Heather Smith, Associate Head of Innovation at Women in Sport, said: “As we look forward to this exciting summer of women’s sport it’s great that we can recognise the fathers and father-figures around the country who are supporting their daughters to get active and develop a love for sport.
“Whether they’re raising the next Lioness or playing in the park, the activities that fathers do with their daughters have a positive effect on their physical and emotional development. These videos show us just how much girls relish the time they get to spend with their dads, stepdads, brothers, uncles and grandpas. They also demonstrate the lasting impact that these experiences have as they grow into successful women”.
Mike Diaper, Sport England’s Executive Director, added: “We know that we need to do more to help girls and families from lower socio-economic groups get active, and one thing that hinders this is outdated gender stereotypes that can cause families to believe that physical activity is less important for girls than boys. We also know that parents and carers often see their role as helpers and less as role models in encouraging their children to be active.
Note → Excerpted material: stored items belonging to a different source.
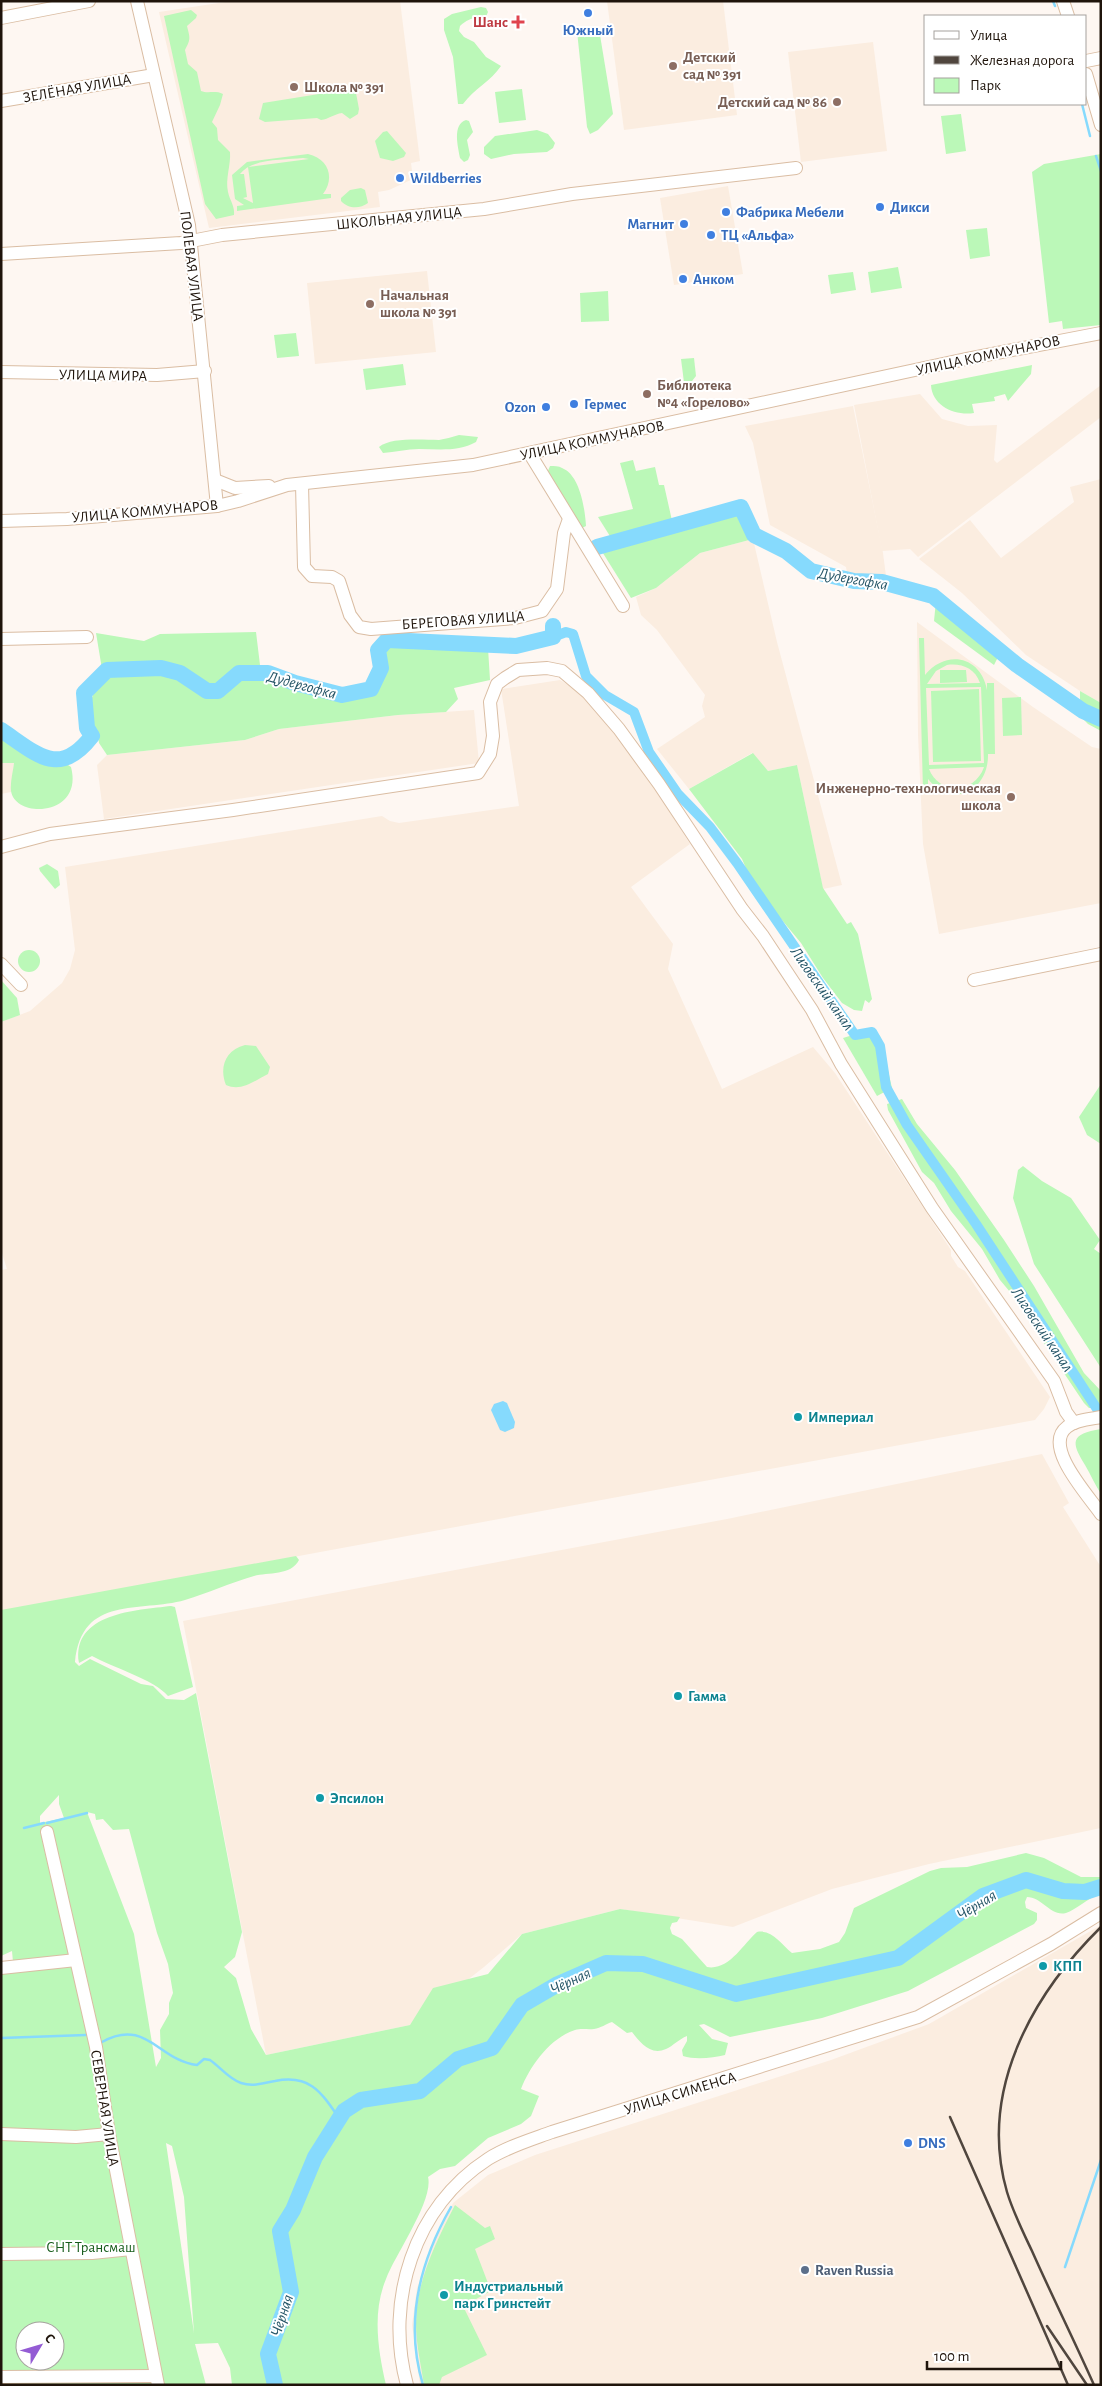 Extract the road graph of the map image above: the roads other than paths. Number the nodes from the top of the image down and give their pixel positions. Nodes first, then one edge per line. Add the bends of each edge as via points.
1 (89, 1) edge
2 (137, 1) edge
3 (1063, 1) edge
4 (1068, 15) edge
5 (1, 18) edge
6 (1101, 58) edge
7 (1087, 61) edge
8 (154, 75) junction
9 (1087, 77) edge
10 (1, 101) edge
11 (1101, 125) edge
12 (796, 168) dead end
13 (192, 242) junction
14 (1, 254) edge
15 (1101, 333) edge
16 (205, 371) junction
17 (1, 372) edge
18 (530, 454) junction
19 (215, 480) junction
20 (302, 484) junction
21 (287, 485) junction
22 (217, 506) junction
23 (569, 519) junction
24 (1, 521) edge
25 (623, 606) dead end
26 (87, 637) dead end
27 (1, 639) edge
28 (1, 847) edge
29 (1101, 954) edge
30 (1, 964) edge
31 (974, 980) dead end
32 (20, 985) dead end
33 (1097, 1418) edge
34 (1074, 1423) junction
35 (1101, 1514) edge
36 (47, 1832) dead end
37 (1101, 1913) edge
38 (76, 1960) junction
39 (1, 1968) edge
40 (1, 2134) edge
41 (109, 2134) junction
42 (131, 2249) junction
43 (1, 2254) edge
44 (1, 2377) edge
45 (157, 2380) edge
46 (407, 2385) edge

1 - 5 street
2 - 8 street, ПОЛЕВАЯ УЛИЦА
3 - 4 street
6 - 7 street
8 - 10 street, ЗЕЛЁНАЯ УЛИЦА
8 - 13 street, ПОЛЕВАЯ УЛИЦА
9 - 11 street
12 - 13 street, ШКОЛЬНАЯ УЛИЦА via 579,194 484,210 222,235
13 - 14 street, ШКОЛЬНАЯ УЛИЦА
13 - 16 street, ПОЛЕВАЯ УЛИЦА
15 - 18 street, УЛИЦА КОММУНАРОВ via 966,359
16 - 17 street, УЛИЦА МИРА via 157,375
16 - 19 street, ПОЛЕВАЯ УЛИЦА
18 - 20 street, УЛИЦА КОММУНАРОВ via 464,466
18 - 23 street
19 - 21 street, УЛИЦА КОММУНАРОВ via 235,488
19 - 22 street, ПОЛЕВАЯ УЛИЦА
20 - 21 street, УЛИЦА КОММУНАРОВ
20 - 23 street, БЕРЕГОВАЯ УЛИЦА via 304,567 312,576 332,577 340,581 353,621 359,627 371,629 515,618 542,611 556,589 564,532
21 - 22 street, УЛИЦА КОММУНАРОВ
22 - 24 street, УЛИЦА КОММУНАРОВ via 67,519
23 - 25 street
26 - 27 street
28 - 34 street via 50,834 478,772 490,754 493,736 490,702 497,684 518,670 547,668 562,671 588,692 619,729 763,936 812,1010 841,1064 932,1208 1054,1382
29 - 31 street
30 - 32 street
33 - 34 street
34 - 35 street via 1060,1435 1060,1452
36 - 38 street, СЕВЕРНАЯ УЛИЦА
37 - 46 street, УЛИЦА СИМЕНСА via 918,2017 552,2132 489,2159 461,2181 437,2207 412,2256 401,2291 398,2328
38 - 39 street
38 - 41 street, СЕВЕРНАЯ УЛИЦА via 96,2047
40 - 41 street via 76,2137
41 - 42 street, СЕВЕРНАЯ УЛИЦА
42 - 43 street
42 - 45 street, СЕВЕРНАЯ УЛИЦА
44 - 45 street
The Daughters and Dads programme at the University of Newcastle (Australia) has addressed these challenges, and successfully increased levels of activity amongst families.
“At Sport England, we are delighted to be helping test if this successful model can be adapted to England to support us in our challenge to get more girls and families active through our National Lottery investment into Women in Sport who are working in partnership with the Fatherhood Institute, Fulham FC Foundation and the EFL Trust. We wish them all every success.”
Professor Philip Morgan from the University of Newcastle, Australia, commented: “The beauty of the Daughters and Dads programme is that fathers and daughters act as agents of change. It encourages fathers and father figures to play a greater role in supporting their daughters to develop physical confidence and competence, while at the same time helping daughters develop the social-emotional skills to optimise their self-esteem.”